*AIM OF THE EXERCISE*: Restate the data below word for word. Skip any images it contains.

*STORED DATA*:

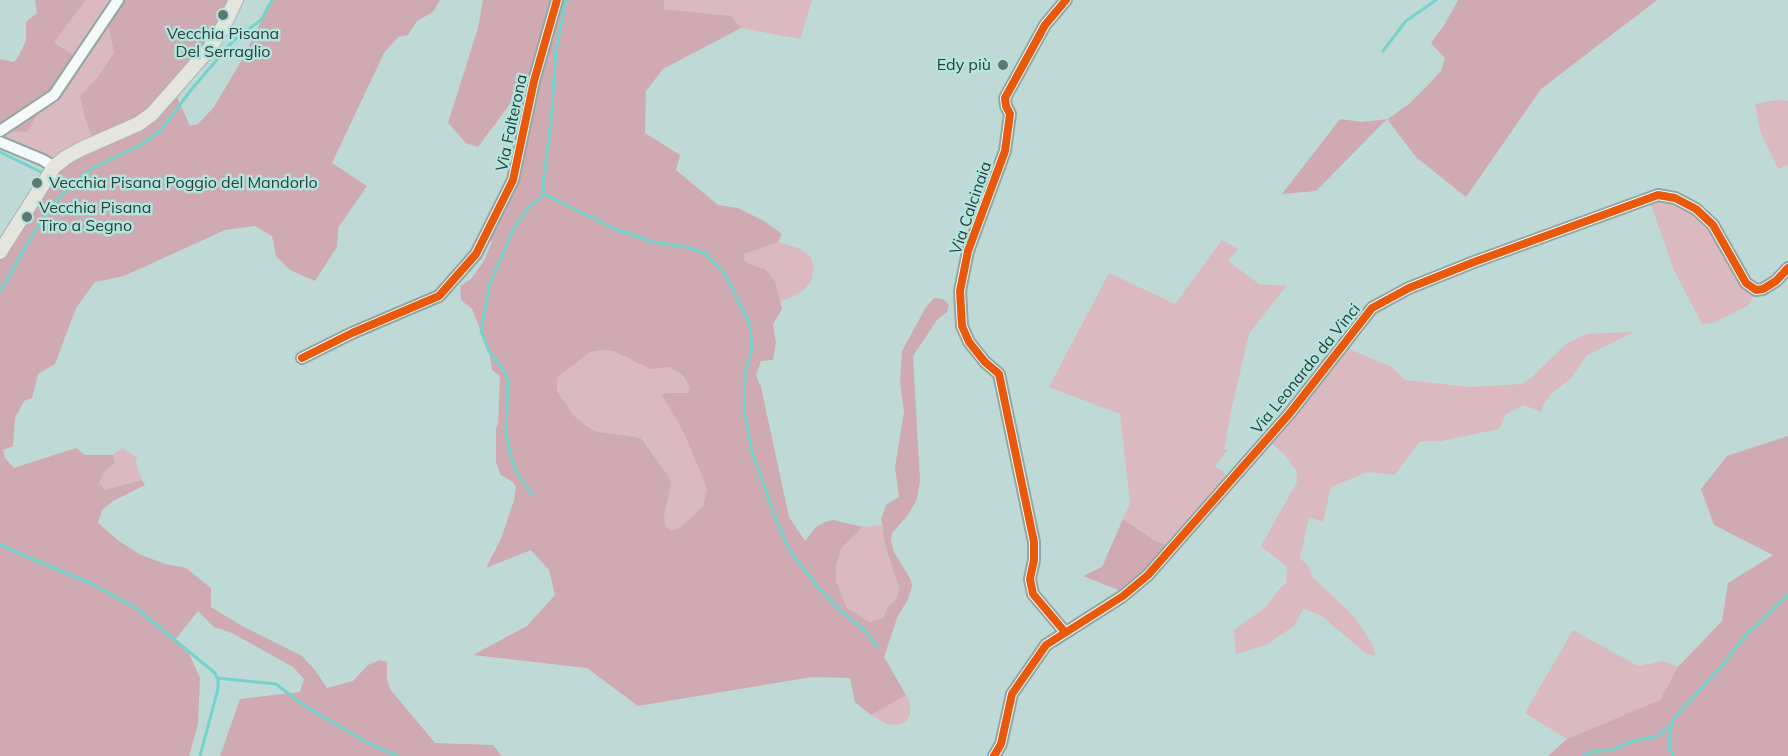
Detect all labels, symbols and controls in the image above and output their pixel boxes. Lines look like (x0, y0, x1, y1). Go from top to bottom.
marker: Vecchia Pisana Del Serraglio (216, 8, 230, 22)
place label: Vecchia Pisana Del Serraglio (167, 24, 279, 62)
place label: Edy più (937, 55, 991, 75)
marker: Edy più (996, 58, 1010, 72)
street label: Via Falterona (492, 73, 532, 173)
street label: Via Calcinaia (946, 159, 996, 257)
place label: Vecchia Pisana Poggio del Mandorlo (49, 173, 318, 193)
marker: Vecchia Pisana Poggio del Mandorlo (30, 176, 44, 190)
place label: Vecchia Pisana Tiro a Segno (39, 198, 151, 236)
marker: Vecchia Pisana Tiro a Segno (20, 210, 34, 224)
street label: Via Leonardo da Vinci (1247, 300, 1365, 438)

*RESPONSE TO THE EXERCISE*:
Detect all labels, symbols and controls in the image above and output their pixel boxes. Lines look like (x0, y0, x1, y1). Go from top to bottom.
marker: Vecchia Pisana Del Serraglio (216, 8, 230, 22)
place label: Vecchia Pisana Del Serraglio (167, 24, 279, 62)
place label: Edy più (937, 55, 991, 75)
marker: Edy più (996, 58, 1010, 72)
street label: Via Falterona (492, 73, 532, 173)
street label: Via Calcinaia (946, 159, 996, 257)
place label: Vecchia Pisana Poggio del Mandorlo (49, 173, 318, 193)
marker: Vecchia Pisana Poggio del Mandorlo (30, 176, 44, 190)
place label: Vecchia Pisana Tiro a Segno (39, 198, 151, 236)
marker: Vecchia Pisana Tiro a Segno (20, 210, 34, 224)
street label: Via Leonardo da Vinci (1247, 300, 1365, 438)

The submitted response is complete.